The compression mode, compression algorithm, compression required ratio, min blob size, and max blob size can be set either via a per-pool property or a global config option. Pool properties can be set with:

ceph osd pool set <pool-name> compression_algorithm <algorithm>
ceph osd pool set <pool-name> compression_mode <mode>
ceph osd pool set <pool-name> compression_required_ratio <ratio>
ceph osd pool set <pool-name> compression_min_blob_size <size>
ceph osd pool set <pool-name> compression_max_blob_size <size>

bluestore compression algorithm

Description:The default compressor to use (if any) if the per-pool property compression_algorithm is not set. Note that zstd is not recommended for bluestore due to high CPU overhead when compressing small amounts of data.
Type:String
Required:No
Valid Settings:lz4, snappy, zlib, zstd
Default:snappy

bluestore compression mode

Description:The default policy for using compression if the per-pool property compression_mode is not set. none means never use compression. passive means use compression when clients hint that data is compressible. aggressive means use compression unless clients hint that data is not compressible. force means use compression under all circumstances even if the clients hint that the data is not compressible.
Type:String
Required:No
Valid Settings:none, passive, aggressive, force
Default:none

bluestore compression required ratio

Description:The ratio of the size of the data chunk after compression relative to the original size must be at least this small in order to store the compressed version.
Type:Floating point
Required:No
Default:.875

bluestore compression min blob size

Description:Chunks smaller than this are never compressed. The per-pool property compression_min_blob_size overrides this setting.
Type:Unsigned Integer
Required:No
Default:0

bluestore compression min blob size hdd

Description:Default value of bluestore compression min blob size for rotational media.
Type:Unsigned Integer
Required:No
Default:128K

bluestore compression min blob size ssd

Description:Default value of bluestore compression min blob size for non-rotational (solid state) media.
Type:Unsigned Integer
Required:No
Default:8K

bluestore compression max blob size

Description:Chunks larger than this are broken into smaller blobs sizing bluestore compression max blob size before being compressed. The per-pool property compression_max_blob_size overrides this setting.
Type:Unsigned Integer
Required:No
Default:0

bluestore compression max blob size hdd

Description:Default value of bluestore compression max blob size for rotational media.
Type:Unsigned Integer
Required:No
Default:512K

bluestore compression max blob size ssd

Description:Default value of bluestore compression max blob size for non-rotational (solid state) media.
Type:Unsigned Integer
Required:No
Default:64K

SPDK Usage

If you want to use SPDK driver for NVME SSD, you need to specify NVMe serial number here with “spdk:” prefix for bluestore_block_path.

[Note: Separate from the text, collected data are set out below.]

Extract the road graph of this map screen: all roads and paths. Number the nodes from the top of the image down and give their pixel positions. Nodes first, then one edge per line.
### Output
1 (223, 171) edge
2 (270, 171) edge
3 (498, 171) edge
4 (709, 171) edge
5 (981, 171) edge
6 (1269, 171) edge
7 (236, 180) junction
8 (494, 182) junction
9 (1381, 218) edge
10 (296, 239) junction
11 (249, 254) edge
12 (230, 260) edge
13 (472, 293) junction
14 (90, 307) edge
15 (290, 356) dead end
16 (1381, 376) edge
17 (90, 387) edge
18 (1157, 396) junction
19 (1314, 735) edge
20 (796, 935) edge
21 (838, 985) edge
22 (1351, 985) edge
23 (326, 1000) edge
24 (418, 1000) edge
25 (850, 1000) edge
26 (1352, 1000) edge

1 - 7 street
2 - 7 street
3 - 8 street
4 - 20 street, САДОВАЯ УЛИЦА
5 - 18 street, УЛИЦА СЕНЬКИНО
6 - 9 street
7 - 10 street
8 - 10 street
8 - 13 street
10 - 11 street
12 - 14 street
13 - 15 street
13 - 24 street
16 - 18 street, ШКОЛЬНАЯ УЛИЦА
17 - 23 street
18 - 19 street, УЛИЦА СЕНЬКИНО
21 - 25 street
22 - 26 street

For example, users can find the serial number with:

$ lspci -vvv -d 8086:0953 | grep "Device Serial Number"

and then set:

bluestore block path = spdk:...

If you want to run multiple SPDK instances per node, you must specify the amount of dpdk memory size in MB each instance will use, to make sure each instance uses its own dpdk memory

In most cases, we only need one device to serve as data, db, db wal purposes. We need to make sure configurations below to make sure all IOs issued under SPDK.:

bluestore_block_db_path = ""
bluestore_block_db_size = 0
bluestore_block_wal_path = ""
bluestore_block_wal_size = 0

Otherwise, the current implementation will setup symbol file to kernel filesystem location and uses kernel driver to issue DB/WAL IO.